Data to examine:
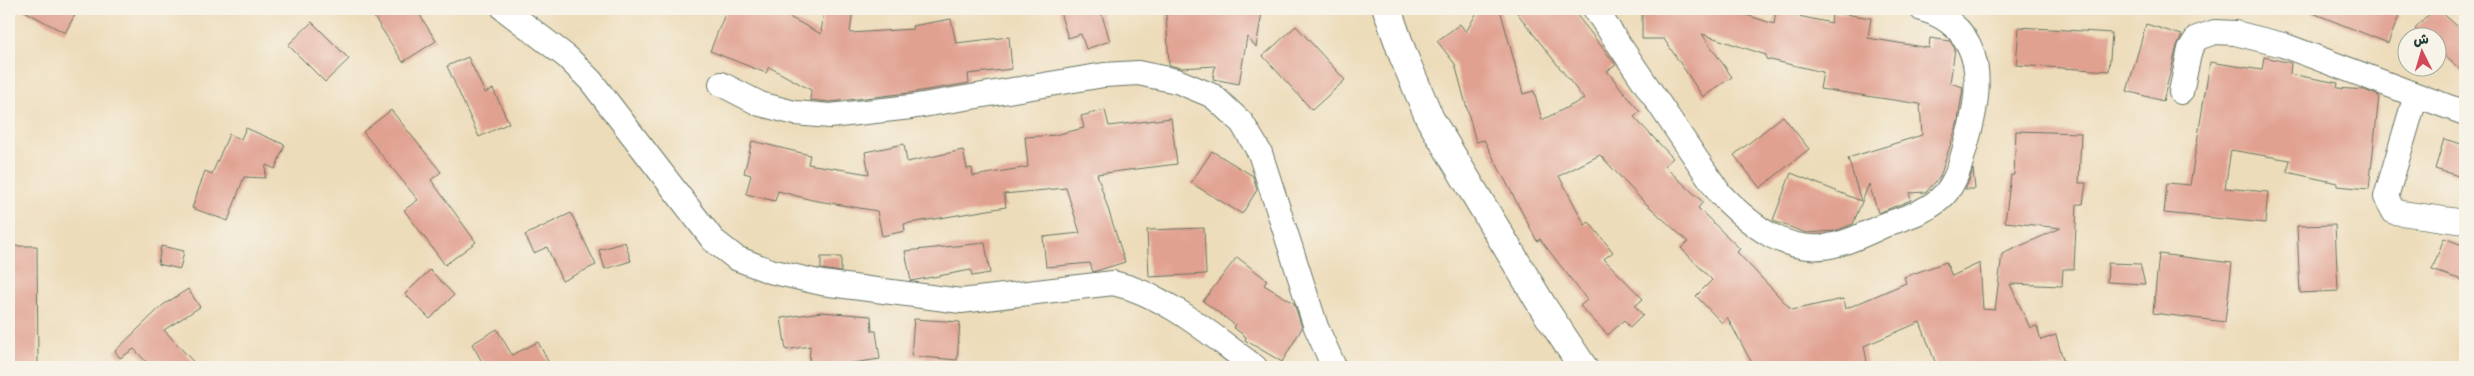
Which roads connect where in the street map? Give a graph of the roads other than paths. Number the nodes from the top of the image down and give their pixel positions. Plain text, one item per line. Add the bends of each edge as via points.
1 (504, 9) edge
2 (1387, 9) edge
3 (1594, 9) edge
4 (1922, 9) edge
5 (721, 84) dead end
6 (2181, 92) dead end
7 (2416, 95) junction
8 (2465, 113) edge
9 (2465, 222) edge
10 (1255, 367) edge
11 (1334, 367) edge
12 (1583, 367) edge

1 - 10 street via 567,56 591,81 712,240 736,258 770,271 822,283 961,301 1113,283 1135,288 1164,302
2 - 12 main road via 1430,119 1543,307
3 - 4 street via 1720,194 1742,218 1765,233 1791,244 1812,248 1838,245 1928,208 1943,196 1956,177 1976,110 1978,83 1975,61 1963,37 1948,21
5 - 11 street via 760,104 795,113 830,116 910,107 1104,75 1138,73 1177,81 1213,96 1242,122 1260,153 1316,327
6 - 7 street via 2190,49 2197,38 2228,32 2283,45
7 - 8 street
7 - 9 street via 2386,197 2394,212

Task to carry out: Keep every word of the lines above unchanged in the copy, and omit the pictures.

Result of the exercise:
Which roads connect where in the street map? Give a graph of the roads other than paths. Number the nodes from the top of the image down and give their pixel positions. Plain text, one item per line. Add the bends of each edge as via points.
1 (504, 9) edge
2 (1387, 9) edge
3 (1594, 9) edge
4 (1922, 9) edge
5 (721, 84) dead end
6 (2181, 92) dead end
7 (2416, 95) junction
8 (2465, 113) edge
9 (2465, 222) edge
10 (1255, 367) edge
11 (1334, 367) edge
12 (1583, 367) edge

1 - 10 street via 567,56 591,81 712,240 736,258 770,271 822,283 961,301 1113,283 1135,288 1164,302
2 - 12 main road via 1430,119 1543,307
3 - 4 street via 1720,194 1742,218 1765,233 1791,244 1812,248 1838,245 1928,208 1943,196 1956,177 1976,110 1978,83 1975,61 1963,37 1948,21
5 - 11 street via 760,104 795,113 830,116 910,107 1104,75 1138,73 1177,81 1213,96 1242,122 1260,153 1316,327
6 - 7 street via 2190,49 2197,38 2228,32 2283,45
7 - 8 street
7 - 9 street via 2386,197 2394,212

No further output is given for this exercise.